• Task statement: Only the number is wanted: state how many lines of the data below contain the word "paths".

• Provided data:
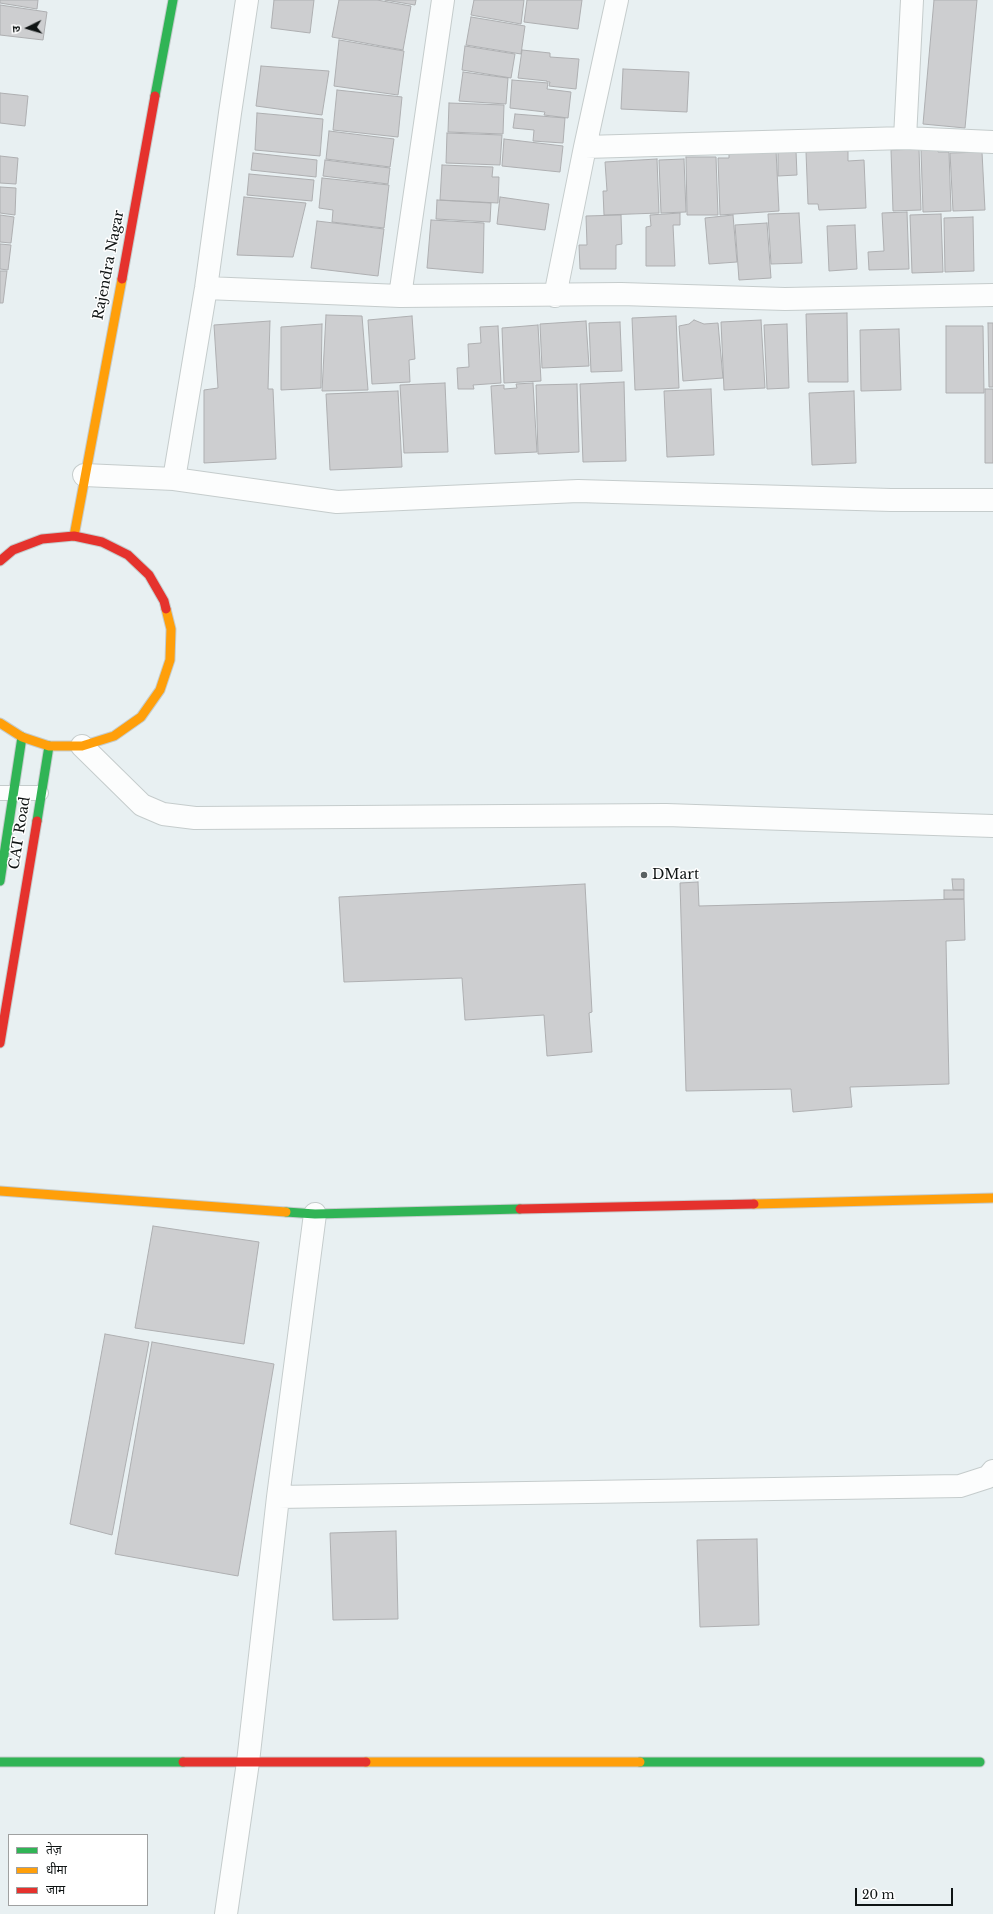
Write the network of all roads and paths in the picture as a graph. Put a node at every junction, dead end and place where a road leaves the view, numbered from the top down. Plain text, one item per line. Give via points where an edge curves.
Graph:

==

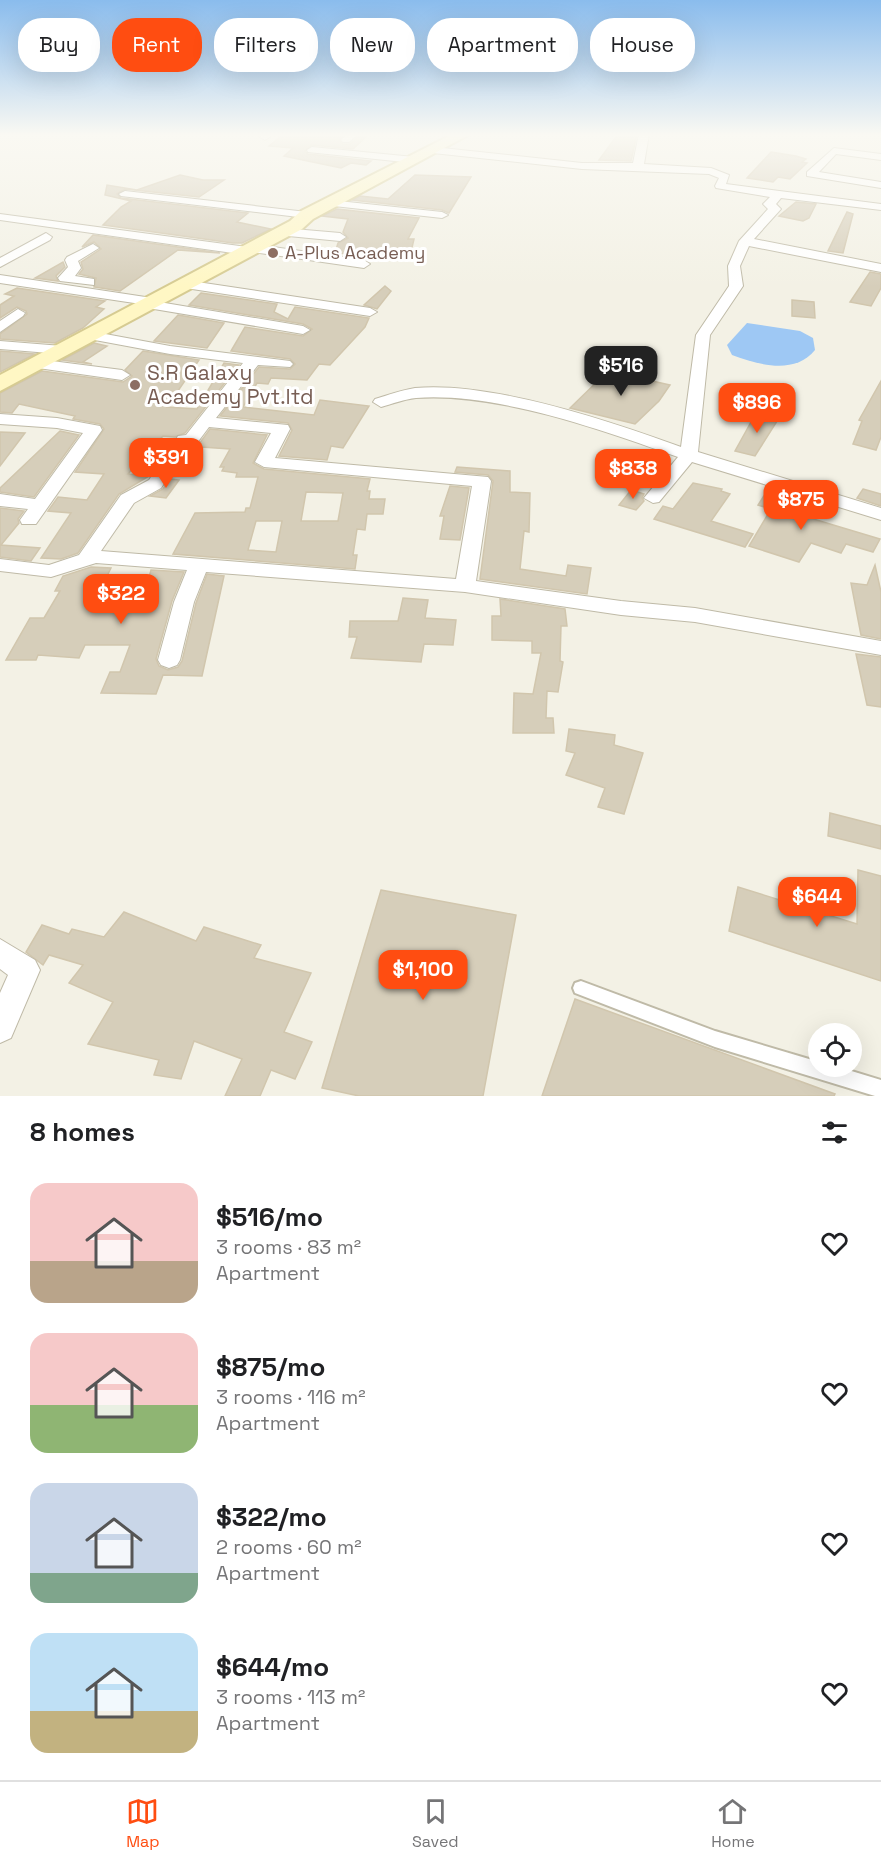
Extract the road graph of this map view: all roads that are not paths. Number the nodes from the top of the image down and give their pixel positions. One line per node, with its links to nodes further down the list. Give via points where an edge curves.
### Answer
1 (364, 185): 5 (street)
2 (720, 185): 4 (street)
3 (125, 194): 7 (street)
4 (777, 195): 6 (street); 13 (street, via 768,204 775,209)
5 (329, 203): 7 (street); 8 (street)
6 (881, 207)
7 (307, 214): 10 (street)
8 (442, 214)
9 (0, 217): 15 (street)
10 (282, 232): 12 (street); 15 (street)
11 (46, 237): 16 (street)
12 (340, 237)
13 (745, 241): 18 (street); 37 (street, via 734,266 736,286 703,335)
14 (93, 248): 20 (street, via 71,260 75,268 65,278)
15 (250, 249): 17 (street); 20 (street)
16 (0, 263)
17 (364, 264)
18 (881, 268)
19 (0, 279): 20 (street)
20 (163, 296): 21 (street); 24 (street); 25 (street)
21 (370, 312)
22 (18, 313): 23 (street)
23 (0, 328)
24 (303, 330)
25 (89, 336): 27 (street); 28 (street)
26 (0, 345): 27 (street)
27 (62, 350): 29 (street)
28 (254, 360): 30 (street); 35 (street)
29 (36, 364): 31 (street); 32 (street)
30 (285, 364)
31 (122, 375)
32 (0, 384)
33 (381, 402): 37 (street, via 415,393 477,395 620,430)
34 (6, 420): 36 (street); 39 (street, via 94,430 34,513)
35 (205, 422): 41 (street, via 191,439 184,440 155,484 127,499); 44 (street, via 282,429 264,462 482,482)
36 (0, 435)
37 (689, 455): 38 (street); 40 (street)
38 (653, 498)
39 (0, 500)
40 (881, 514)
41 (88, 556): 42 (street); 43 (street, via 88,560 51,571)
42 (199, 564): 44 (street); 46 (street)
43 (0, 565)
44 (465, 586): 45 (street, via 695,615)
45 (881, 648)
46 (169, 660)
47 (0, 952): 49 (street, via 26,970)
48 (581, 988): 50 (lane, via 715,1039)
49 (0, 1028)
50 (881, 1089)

---

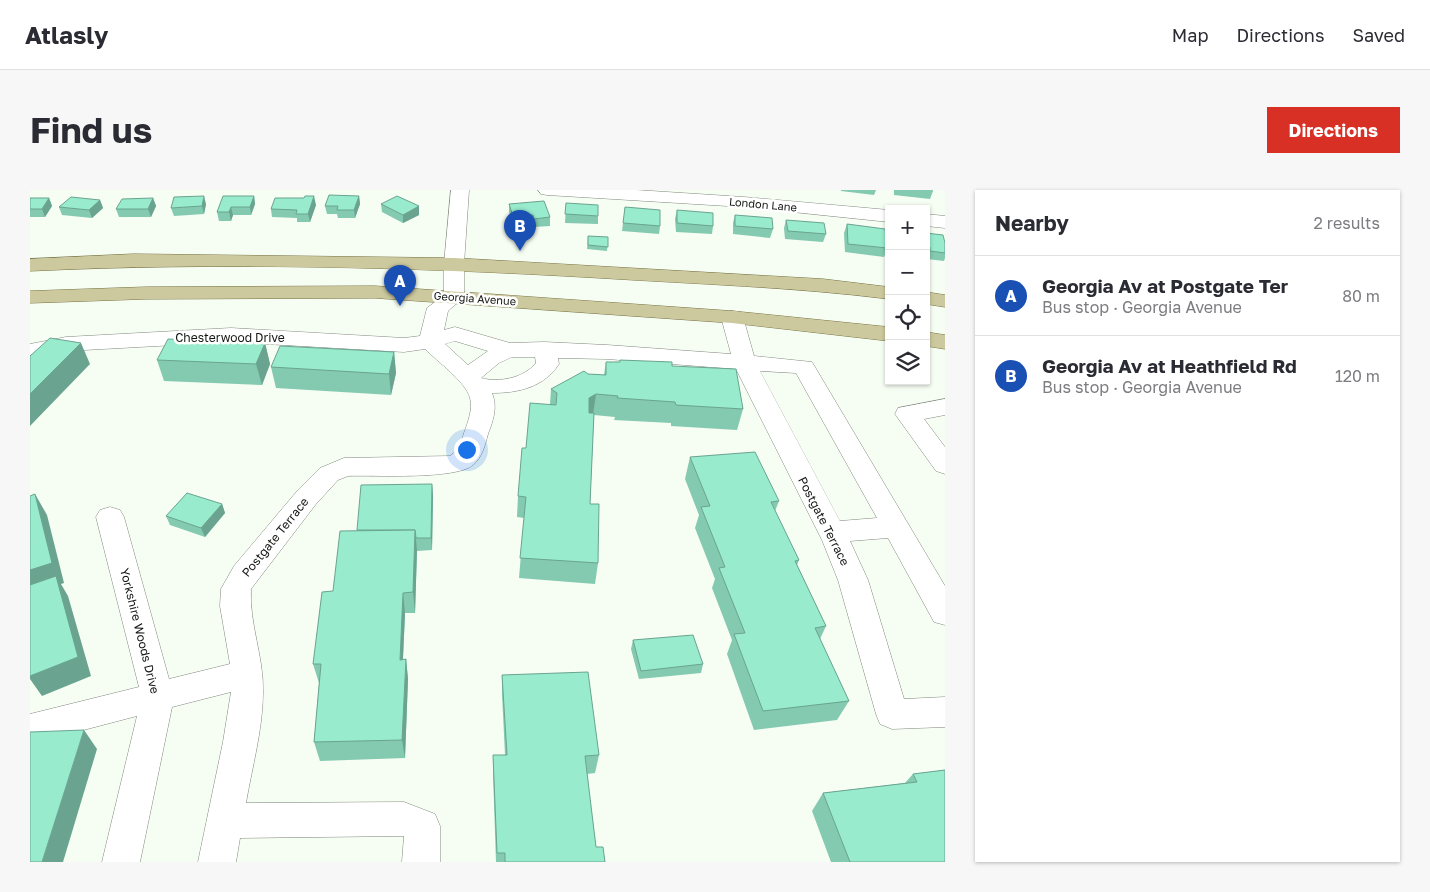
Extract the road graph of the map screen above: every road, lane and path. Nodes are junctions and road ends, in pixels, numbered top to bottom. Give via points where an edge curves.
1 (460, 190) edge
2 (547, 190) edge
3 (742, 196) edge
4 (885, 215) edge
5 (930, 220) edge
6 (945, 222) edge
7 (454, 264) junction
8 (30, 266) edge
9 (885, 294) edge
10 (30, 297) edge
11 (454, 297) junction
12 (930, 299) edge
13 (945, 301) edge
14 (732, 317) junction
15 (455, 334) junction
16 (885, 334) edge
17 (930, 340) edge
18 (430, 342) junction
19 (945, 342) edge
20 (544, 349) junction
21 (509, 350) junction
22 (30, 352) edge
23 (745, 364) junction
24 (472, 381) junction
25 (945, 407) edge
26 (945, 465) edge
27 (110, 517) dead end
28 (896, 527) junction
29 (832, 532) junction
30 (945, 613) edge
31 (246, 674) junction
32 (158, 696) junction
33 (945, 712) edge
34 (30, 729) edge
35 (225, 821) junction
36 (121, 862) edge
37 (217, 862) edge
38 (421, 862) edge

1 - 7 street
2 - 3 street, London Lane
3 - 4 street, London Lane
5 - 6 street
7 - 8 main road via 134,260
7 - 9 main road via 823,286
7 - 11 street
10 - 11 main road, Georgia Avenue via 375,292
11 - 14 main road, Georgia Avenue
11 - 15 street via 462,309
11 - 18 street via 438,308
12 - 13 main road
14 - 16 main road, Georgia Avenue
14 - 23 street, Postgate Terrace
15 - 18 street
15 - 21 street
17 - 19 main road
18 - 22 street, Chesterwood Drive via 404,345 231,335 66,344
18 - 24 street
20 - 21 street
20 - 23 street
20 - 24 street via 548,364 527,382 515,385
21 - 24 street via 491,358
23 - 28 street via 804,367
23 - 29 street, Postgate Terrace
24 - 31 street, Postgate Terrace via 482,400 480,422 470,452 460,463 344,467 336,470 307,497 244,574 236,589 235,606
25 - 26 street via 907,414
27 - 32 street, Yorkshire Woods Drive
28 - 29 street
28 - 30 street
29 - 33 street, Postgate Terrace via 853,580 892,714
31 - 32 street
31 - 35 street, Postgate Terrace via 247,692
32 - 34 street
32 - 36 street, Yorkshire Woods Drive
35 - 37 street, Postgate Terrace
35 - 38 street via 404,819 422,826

• Task response: 2